When Life Gives You Lemmons…
MissBethAnn on Twitter asks the following question:
How do we remain optomistic in such dire times?
The Mets have certainly had more than their fair share of bad years through their 47 year history. It started from the very beginning. Only one team in history, the 1899 Cleveland Spiders, lost more games than the 1962 Mets team that lost 120. In fact the Mets lost over 100 games in 5 of their first 6 seasons. The year they lost less than 100 they still lost 99 games.
The Mets have also had many players whose play was of spectacular ineptness. From “Marvelous Marv” Throneberry to Jose Lima there have been many.
Times are particularly bad for the Mets these days. Following collapses at the end of the 2007 & 2008 seasons jaded Mets fans stuck by their team. A failure like this had not been seen since the failure of “Generation K” but still the fans persevered.
Now, as we move into the second half of the 2009 season, the fans have become more and more disenchanted. As the season unfolds and the worst rash of injuries in team history threatens to derail a team that should have been a contender and may have been a champion fans are asking themselves “what am I to do?”.
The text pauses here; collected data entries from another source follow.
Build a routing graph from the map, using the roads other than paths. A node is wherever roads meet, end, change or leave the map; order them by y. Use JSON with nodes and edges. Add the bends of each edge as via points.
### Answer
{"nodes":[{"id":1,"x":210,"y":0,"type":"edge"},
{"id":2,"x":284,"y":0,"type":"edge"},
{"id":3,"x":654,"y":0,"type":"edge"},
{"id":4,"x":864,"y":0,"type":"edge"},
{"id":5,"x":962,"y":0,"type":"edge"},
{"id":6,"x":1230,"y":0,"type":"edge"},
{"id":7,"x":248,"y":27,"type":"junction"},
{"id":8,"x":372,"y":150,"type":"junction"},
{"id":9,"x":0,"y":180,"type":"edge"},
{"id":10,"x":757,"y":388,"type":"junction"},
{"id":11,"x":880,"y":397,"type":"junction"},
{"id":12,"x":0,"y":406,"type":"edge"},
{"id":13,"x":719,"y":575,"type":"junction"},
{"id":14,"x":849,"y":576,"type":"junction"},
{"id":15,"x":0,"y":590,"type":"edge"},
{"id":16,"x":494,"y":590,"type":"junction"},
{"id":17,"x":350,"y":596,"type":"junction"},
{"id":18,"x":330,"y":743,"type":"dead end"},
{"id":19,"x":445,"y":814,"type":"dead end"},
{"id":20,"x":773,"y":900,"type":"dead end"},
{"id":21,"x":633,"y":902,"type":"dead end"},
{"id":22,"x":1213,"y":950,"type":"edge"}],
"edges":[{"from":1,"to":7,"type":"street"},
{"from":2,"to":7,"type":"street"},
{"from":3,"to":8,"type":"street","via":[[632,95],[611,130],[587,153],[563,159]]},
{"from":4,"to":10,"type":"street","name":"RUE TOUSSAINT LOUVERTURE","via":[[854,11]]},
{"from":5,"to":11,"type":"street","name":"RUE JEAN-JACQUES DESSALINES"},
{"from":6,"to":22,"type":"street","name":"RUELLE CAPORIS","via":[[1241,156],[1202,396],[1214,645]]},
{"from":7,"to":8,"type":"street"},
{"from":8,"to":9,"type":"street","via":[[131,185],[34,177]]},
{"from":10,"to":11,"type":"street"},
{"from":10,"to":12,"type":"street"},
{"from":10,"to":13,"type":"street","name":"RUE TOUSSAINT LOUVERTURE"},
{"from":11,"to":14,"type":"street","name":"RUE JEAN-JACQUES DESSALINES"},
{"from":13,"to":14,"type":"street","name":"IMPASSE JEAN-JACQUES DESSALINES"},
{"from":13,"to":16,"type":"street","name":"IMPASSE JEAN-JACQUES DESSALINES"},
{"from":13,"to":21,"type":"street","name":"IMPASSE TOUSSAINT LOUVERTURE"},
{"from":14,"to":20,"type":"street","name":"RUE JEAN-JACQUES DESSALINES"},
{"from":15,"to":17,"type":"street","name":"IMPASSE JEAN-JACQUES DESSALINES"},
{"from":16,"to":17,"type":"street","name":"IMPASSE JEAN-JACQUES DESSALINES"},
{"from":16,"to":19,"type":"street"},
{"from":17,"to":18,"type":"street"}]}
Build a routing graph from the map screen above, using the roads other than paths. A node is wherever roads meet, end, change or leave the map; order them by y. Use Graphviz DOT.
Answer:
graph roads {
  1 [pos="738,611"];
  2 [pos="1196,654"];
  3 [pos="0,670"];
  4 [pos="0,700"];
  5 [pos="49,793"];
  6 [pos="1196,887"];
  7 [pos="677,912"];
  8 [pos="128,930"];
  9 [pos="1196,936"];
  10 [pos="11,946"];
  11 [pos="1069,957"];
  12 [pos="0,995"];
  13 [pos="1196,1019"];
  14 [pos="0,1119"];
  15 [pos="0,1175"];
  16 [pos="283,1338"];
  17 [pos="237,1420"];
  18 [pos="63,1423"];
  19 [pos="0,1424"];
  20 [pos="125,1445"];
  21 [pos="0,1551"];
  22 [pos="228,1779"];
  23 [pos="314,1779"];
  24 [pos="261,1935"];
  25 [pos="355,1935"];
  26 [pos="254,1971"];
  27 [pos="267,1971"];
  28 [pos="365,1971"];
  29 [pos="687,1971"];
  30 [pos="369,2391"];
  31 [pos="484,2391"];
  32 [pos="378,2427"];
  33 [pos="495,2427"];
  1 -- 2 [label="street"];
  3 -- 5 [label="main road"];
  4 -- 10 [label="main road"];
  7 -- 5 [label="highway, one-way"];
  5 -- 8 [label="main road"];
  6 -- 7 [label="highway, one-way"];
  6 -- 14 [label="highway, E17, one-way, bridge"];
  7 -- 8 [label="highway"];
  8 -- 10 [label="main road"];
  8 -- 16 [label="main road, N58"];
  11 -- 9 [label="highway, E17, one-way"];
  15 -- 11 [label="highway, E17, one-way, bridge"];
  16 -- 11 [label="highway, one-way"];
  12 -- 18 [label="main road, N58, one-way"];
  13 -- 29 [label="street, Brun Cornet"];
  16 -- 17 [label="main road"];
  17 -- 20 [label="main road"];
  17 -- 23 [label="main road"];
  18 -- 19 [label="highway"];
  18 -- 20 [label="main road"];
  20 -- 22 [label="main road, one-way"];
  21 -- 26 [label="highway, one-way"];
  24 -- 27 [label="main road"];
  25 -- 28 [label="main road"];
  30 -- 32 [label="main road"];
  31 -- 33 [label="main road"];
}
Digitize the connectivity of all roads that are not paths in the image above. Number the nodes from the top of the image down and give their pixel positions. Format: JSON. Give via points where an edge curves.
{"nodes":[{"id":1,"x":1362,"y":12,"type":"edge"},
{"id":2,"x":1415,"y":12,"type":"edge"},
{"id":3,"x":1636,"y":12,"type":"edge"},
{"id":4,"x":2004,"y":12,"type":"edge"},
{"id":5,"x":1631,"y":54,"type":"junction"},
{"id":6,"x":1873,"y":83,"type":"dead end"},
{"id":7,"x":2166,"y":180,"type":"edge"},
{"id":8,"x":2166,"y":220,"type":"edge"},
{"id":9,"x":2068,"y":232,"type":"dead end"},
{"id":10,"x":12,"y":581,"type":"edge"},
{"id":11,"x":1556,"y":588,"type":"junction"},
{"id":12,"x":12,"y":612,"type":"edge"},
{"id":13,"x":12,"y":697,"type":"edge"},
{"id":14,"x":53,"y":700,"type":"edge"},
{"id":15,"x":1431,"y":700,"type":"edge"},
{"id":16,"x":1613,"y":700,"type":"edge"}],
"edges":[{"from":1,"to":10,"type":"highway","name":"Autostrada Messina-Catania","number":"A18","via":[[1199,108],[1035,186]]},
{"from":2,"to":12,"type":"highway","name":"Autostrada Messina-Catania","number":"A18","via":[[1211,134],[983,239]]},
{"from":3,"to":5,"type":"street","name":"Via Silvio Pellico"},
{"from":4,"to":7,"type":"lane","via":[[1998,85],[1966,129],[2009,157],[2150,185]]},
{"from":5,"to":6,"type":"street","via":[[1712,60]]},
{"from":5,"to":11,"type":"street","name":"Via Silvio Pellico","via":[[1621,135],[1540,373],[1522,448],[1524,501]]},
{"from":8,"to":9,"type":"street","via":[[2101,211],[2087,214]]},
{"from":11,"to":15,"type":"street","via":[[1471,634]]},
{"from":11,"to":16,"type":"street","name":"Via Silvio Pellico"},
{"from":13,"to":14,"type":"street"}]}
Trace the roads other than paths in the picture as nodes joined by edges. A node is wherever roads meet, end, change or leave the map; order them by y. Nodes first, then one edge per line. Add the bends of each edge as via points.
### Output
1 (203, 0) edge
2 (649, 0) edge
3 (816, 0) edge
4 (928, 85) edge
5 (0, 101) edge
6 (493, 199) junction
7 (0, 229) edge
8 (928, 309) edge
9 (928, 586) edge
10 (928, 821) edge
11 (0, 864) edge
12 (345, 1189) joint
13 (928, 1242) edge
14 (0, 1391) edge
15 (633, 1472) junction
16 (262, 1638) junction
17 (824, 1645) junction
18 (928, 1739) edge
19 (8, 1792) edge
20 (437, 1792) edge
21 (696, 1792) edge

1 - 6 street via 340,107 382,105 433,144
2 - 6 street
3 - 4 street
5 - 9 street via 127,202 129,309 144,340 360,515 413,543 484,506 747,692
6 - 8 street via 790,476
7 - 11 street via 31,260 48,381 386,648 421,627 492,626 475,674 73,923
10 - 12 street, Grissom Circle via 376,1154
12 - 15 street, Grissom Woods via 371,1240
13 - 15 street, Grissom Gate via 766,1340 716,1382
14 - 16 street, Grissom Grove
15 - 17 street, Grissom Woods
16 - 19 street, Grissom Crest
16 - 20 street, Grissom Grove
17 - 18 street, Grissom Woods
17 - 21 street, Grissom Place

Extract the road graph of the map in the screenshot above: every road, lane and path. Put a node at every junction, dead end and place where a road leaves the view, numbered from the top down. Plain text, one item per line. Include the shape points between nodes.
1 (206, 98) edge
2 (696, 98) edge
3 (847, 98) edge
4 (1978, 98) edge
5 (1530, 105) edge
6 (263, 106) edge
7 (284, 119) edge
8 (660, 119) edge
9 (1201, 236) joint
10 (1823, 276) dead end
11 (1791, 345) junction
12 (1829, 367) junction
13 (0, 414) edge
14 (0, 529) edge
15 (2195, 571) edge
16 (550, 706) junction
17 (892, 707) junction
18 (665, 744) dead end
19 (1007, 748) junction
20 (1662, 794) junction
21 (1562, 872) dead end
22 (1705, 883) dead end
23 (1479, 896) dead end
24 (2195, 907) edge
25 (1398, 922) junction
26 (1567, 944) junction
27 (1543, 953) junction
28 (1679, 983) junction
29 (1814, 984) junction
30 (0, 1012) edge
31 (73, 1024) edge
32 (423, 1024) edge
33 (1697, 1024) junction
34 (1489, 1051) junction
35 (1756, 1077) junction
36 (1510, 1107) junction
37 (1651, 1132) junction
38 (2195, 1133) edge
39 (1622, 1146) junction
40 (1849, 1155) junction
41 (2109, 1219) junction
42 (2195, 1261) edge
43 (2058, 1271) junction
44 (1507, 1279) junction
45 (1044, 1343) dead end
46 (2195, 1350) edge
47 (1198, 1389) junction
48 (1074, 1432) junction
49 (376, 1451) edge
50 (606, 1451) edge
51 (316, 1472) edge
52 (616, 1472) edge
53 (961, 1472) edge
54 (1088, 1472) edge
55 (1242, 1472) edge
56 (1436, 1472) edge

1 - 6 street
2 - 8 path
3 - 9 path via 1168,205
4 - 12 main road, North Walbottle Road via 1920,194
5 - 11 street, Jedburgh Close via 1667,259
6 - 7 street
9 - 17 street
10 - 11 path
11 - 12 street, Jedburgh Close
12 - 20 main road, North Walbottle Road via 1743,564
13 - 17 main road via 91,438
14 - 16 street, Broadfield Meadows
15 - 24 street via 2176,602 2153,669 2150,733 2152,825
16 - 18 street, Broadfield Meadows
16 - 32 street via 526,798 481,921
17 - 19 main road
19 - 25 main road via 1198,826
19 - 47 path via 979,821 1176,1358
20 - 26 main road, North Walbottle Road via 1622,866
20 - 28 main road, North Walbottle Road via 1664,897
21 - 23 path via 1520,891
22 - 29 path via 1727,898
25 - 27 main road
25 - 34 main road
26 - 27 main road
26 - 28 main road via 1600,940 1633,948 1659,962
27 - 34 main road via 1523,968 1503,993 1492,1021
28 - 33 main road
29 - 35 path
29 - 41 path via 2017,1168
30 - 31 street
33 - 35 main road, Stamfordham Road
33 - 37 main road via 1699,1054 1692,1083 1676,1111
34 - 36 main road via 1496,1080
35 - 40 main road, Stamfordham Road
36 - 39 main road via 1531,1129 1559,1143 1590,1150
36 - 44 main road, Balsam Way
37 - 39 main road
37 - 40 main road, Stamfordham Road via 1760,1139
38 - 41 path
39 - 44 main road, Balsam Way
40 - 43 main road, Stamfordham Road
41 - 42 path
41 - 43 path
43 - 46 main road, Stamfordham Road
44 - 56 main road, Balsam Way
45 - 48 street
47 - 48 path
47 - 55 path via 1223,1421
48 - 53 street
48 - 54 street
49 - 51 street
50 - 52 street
Tug McGraw gave us the medicine to cope with, but not heal, this kind of crisis. In 1973 the Mets were playing lackluster baseball when team chairman M. Donald Grant came down to the clubhouse and gave a motivational speech that inspired McGraw’s now famous rallying cry “Ya Gotta Believe!”. The Mets ended up winning 21 of their last 29 games of the regular season and win the division. They won the NLCS that year but lost the World Series. It should also be noted that the Mets were down by 10 games to the Cubs in August 1969 before going on a tear and winning the World Series.
The difference between this team and those teams is the number of injuries. Without replacing some of these injured players there is obviously no way this team will pull off another miracle finish. But as the season goes on and some of these players come back they should at least be fun to watch again. This is not by any means the way you want to look at a season that began with championship aspirations. But when things go bad you need to re-evaluate what you have and adjust expectation.